• _PROBLEM STATEMENT_: Although the records contain pictures, the copy should leave them out and match everything else exactly.
Segment Start: DATASET EXTRACT
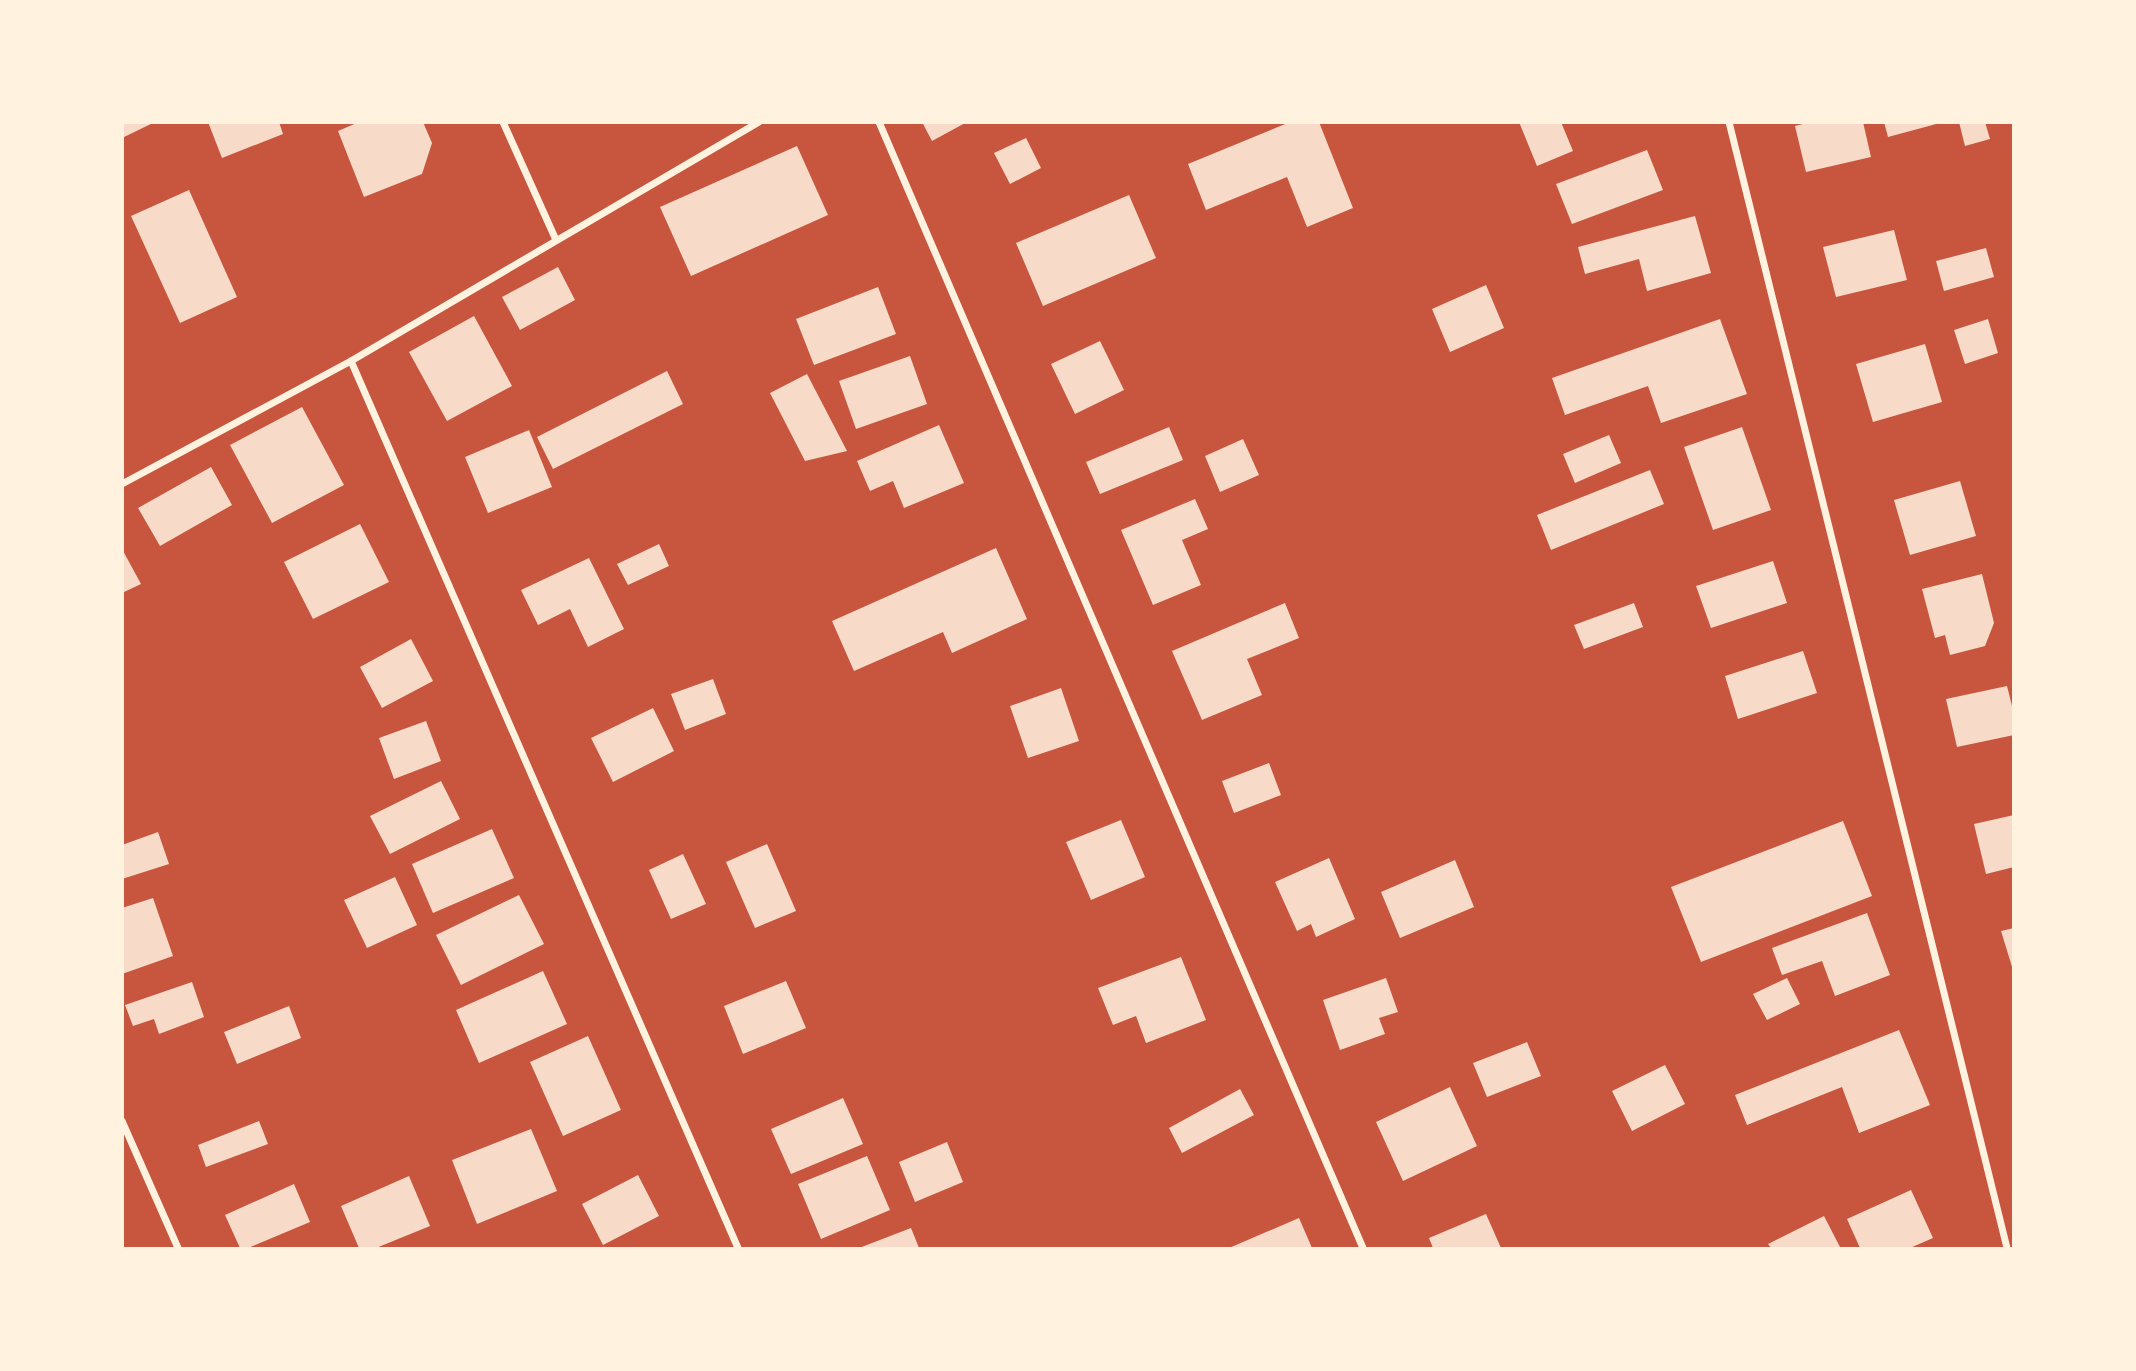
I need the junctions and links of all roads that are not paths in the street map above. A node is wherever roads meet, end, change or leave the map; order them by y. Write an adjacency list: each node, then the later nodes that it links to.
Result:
1 (503, 122): 5 (street)
2 (759, 122): 5 (street)
3 (879, 122): 11 (street)
4 (1729, 122): 12 (street)
5 (556, 240): 6 (street)
6 (351, 361): 7 (street); 10 (street)
7 (122, 484)
8 (122, 1121): 9 (street)
9 (178, 1248)
10 (738, 1248)
11 (1363, 1248)
12 (2007, 1248)

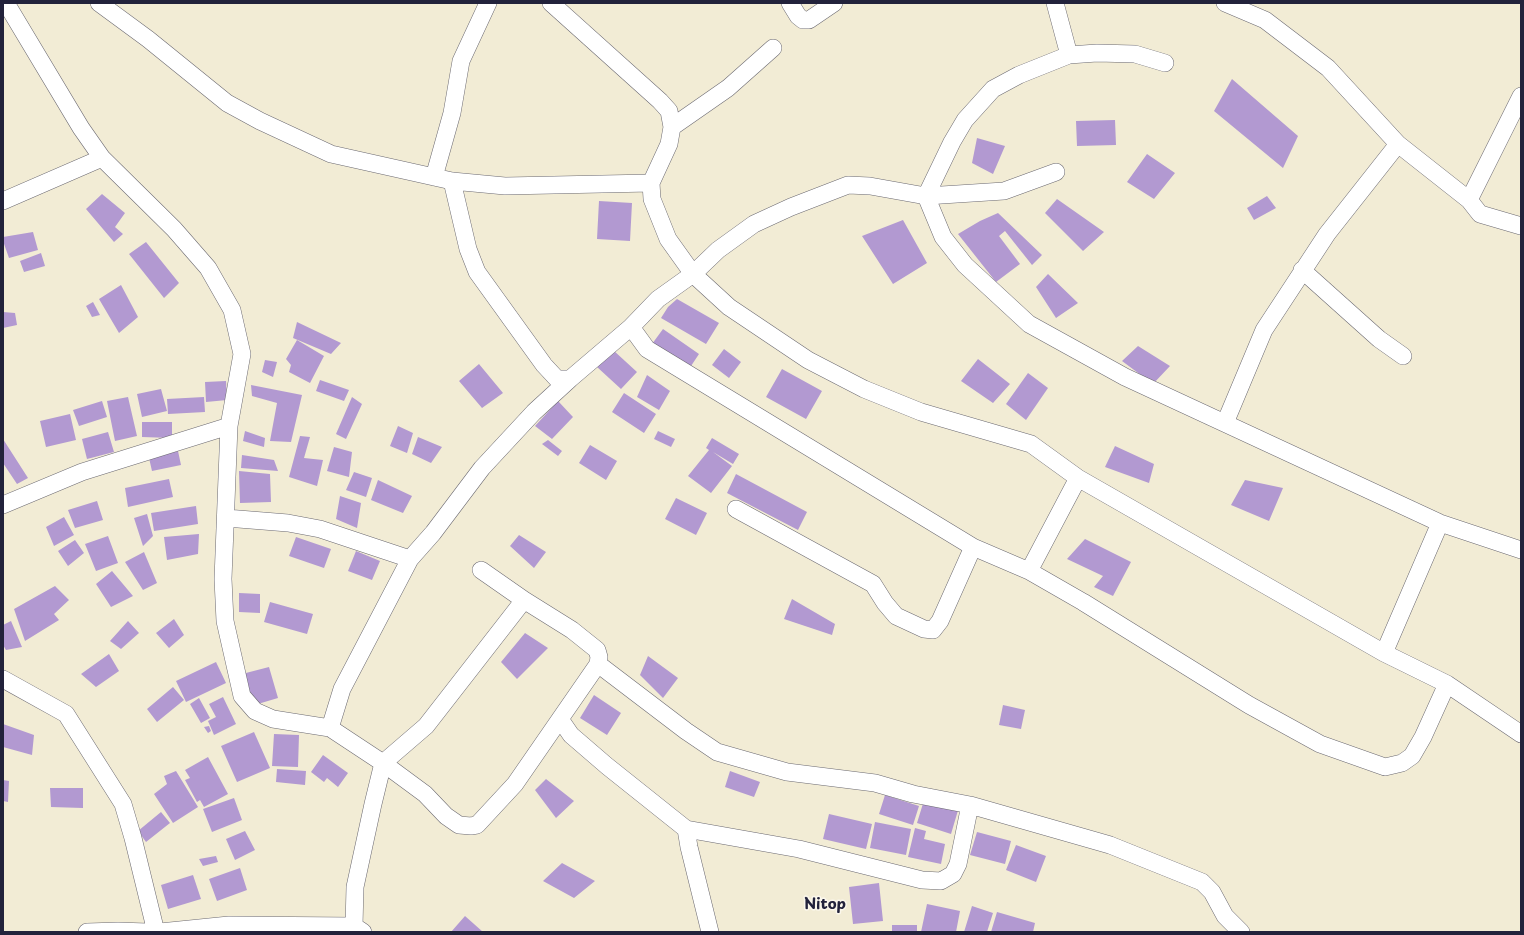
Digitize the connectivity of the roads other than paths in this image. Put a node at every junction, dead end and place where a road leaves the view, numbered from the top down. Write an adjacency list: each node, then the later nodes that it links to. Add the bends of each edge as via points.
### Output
1 (6, 3): 15 (street, via 81,128)
2 (99, 3): 17 (street, via 227,103 260,121 331,154)
3 (488, 3): 17 (street, via 461,61 452,113)
4 (551, 3): 13 (street, via 660,101 669,111)
5 (790, 3): 6 (street, via 803,20 809,20)
6 (834, 3)
7 (1055, 3): 10 (street)
8 (1225, 3): 14 (street, via 1265,20 1328,68)
9 (773, 48): 13 (street, via 728,88)
10 (1069, 55): 11 (street, via 1135,54); 20 (street, via 1019,75 993,89 958,131)
11 (1165, 63)
12 (1521, 96): 21 (street)
13 (672, 126): 19 (street, via 669,144)
14 (1398, 144): 21 (street); 24 (street)
15 (102, 158): 22 (street); 30 (street, via 174,229 208,268 232,310 242,354)
16 (1056, 172): 20 (street, via 1004,191)
17 (434, 177): 18 (street)
18 (452, 181): 19 (street, via 505,186); 28 (street, via 468,249 477,272 544,365 557,378)
19 (651, 183): 25 (street, via 652,199 668,239)
20 (926, 196): 25 (street, via 870,186 848,185 754,224 718,250); 29 (street, via 942,237 965,265 1029,324 1125,377)
21 (1469, 200): 23 (street, via 1480,214)
22 (3, 202)
23 (1521, 226)
24 (1302, 270): 27 (street); 29 (street, via 1264,330)
25 (693, 274): 26 (street, via 658,300); 31 (street, via 730,307 808,360 864,389 921,412 1031,444)
26 (631, 327): 28 (street); 36 (street, via 647,349)
27 (1403, 356)
28 (570, 379): 38 (street, via 534,412 482,468)
29 (1225, 423): 35 (street)
30 (229, 426): 32 (street, via 82,472); 34 (street)
31 (1078, 478): 40 (street); 42 (street)
32 (3, 505)
33 (736, 509): 36 (street, via 873,584 896,616 924,629 933,630 940,621)
34 (226, 518): 38 (street, via 288,523 320,529); 47 (street, via 223,579 225,621 242,696 255,711 273,719)
35 (1440, 523): 37 (street); 42 (street)
36 (973, 547): 40 (street)
37 (1521, 550)
38 (410, 559): 47 (street, via 342,689)
39 (482, 570): 41 (street)
40 (1029, 572): 45 (street, via 1083,602 1249,705 1320,744 1385,767 1402,763 1412,756)
41 (524, 600): 43 (street, via 572,630 597,650); 49 (street, via 426,726)
42 (1384, 653): 45 (street)
43 (598, 664): 46 (street); 50 (street, via 717,752 787,772 875,783 913,794)
44 (3, 679): 55 (street, via 66,714 123,804)
45 (1447, 684): 48 (street)
46 (560, 719): 49 (street, via 515,784 477,825 459,825 446,816 425,794); 51 (street, via 571,735)
47 (330, 728): 49 (street)
48 (1521, 734)
49 (383, 763): 52 (street, via 355,887)
50 (970, 804): 51 (street, via 958,864 953,874 941,881 922,880 799,849); 58 (street, via 1110,845 1202,882)
51 (686, 829): 57 (street)
52 (356, 930): 56 (street, via 229,925)
53 (87, 932): 54 (street)
54 (146, 932)
55 (156, 932)
56 (160, 932)
57 (710, 932)
58 (1241, 932)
Segment End: DATASET EXTRACT
• _WRITTEN ANSWER_:
I need the junctions and links of all roads that are not paths in the street map above. A node is wherever roads meet, end, change or leave the map; order them by y. Write an adjacency list: each node, then the later nodes that it links to.
Result:
1 (503, 122): 5 (street)
2 (759, 122): 5 (street)
3 (879, 122): 11 (street)
4 (1729, 122): 12 (street)
5 (556, 240): 6 (street)
6 (351, 361): 7 (street); 10 (street)
7 (122, 484)
8 (122, 1121): 9 (street)
9 (178, 1248)
10 (738, 1248)
11 (1363, 1248)
12 (2007, 1248)

Digitize the connectivity of the roads other than paths in this image. Put a node at every junction, dead end and place where a road leaves the view, numbered from the top down. Write an adjacency list: each node, then the later nodes that it links to. Add the bends of each edge as via points.
### Output
1 (6, 3): 15 (street, via 81,128)
2 (99, 3): 17 (street, via 227,103 260,121 331,154)
3 (488, 3): 17 (street, via 461,61 452,113)
4 (551, 3): 13 (street, via 660,101 669,111)
5 (790, 3): 6 (street, via 803,20 809,20)
6 (834, 3)
7 (1055, 3): 10 (street)
8 (1225, 3): 14 (street, via 1265,20 1328,68)
9 (773, 48): 13 (street, via 728,88)
10 (1069, 55): 11 (street, via 1135,54); 20 (street, via 1019,75 993,89 958,131)
11 (1165, 63)
12 (1521, 96): 21 (street)
13 (672, 126): 19 (street, via 669,144)
14 (1398, 144): 21 (street); 24 (street)
15 (102, 158): 22 (street); 30 (street, via 174,229 208,268 232,310 242,354)
16 (1056, 172): 20 (street, via 1004,191)
17 (434, 177): 18 (street)
18 (452, 181): 19 (street, via 505,186); 28 (street, via 468,249 477,272 544,365 557,378)
19 (651, 183): 25 (street, via 652,199 668,239)
20 (926, 196): 25 (street, via 870,186 848,185 754,224 718,250); 29 (street, via 942,237 965,265 1029,324 1125,377)
21 (1469, 200): 23 (street, via 1480,214)
22 (3, 202)
23 (1521, 226)
24 (1302, 270): 27 (street); 29 (street, via 1264,330)
25 (693, 274): 26 (street, via 658,300); 31 (street, via 730,307 808,360 864,389 921,412 1031,444)
26 (631, 327): 28 (street); 36 (street, via 647,349)
27 (1403, 356)
28 (570, 379): 38 (street, via 534,412 482,468)
29 (1225, 423): 35 (street)
30 (229, 426): 32 (street, via 82,472); 34 (street)
31 (1078, 478): 40 (street); 42 (street)
32 (3, 505)
33 (736, 509): 36 (street, via 873,584 896,616 924,629 933,630 940,621)
34 (226, 518): 38 (street, via 288,523 320,529); 47 (street, via 223,579 225,621 242,696 255,711 273,719)
35 (1440, 523): 37 (street); 42 (street)
36 (973, 547): 40 (street)
37 (1521, 550)
38 (410, 559): 47 (street, via 342,689)
39 (482, 570): 41 (street)
40 (1029, 572): 45 (street, via 1083,602 1249,705 1320,744 1385,767 1402,763 1412,756)
41 (524, 600): 43 (street, via 572,630 597,650); 49 (street, via 426,726)
42 (1384, 653): 45 (street)
43 (598, 664): 46 (street); 50 (street, via 717,752 787,772 875,783 913,794)
44 (3, 679): 55 (street, via 66,714 123,804)
45 (1447, 684): 48 (street)
46 (560, 719): 49 (street, via 515,784 477,825 459,825 446,816 425,794); 51 (street, via 571,735)
47 (330, 728): 49 (street)
48 (1521, 734)
49 (383, 763): 52 (street, via 355,887)
50 (970, 804): 51 (street, via 958,864 953,874 941,881 922,880 799,849); 58 (street, via 1110,845 1202,882)
51 (686, 829): 57 (street)
52 (356, 930): 56 (street, via 229,925)
53 (87, 932): 54 (street)
54 (146, 932)
55 (156, 932)
56 (160, 932)
57 (710, 932)
58 (1241, 932)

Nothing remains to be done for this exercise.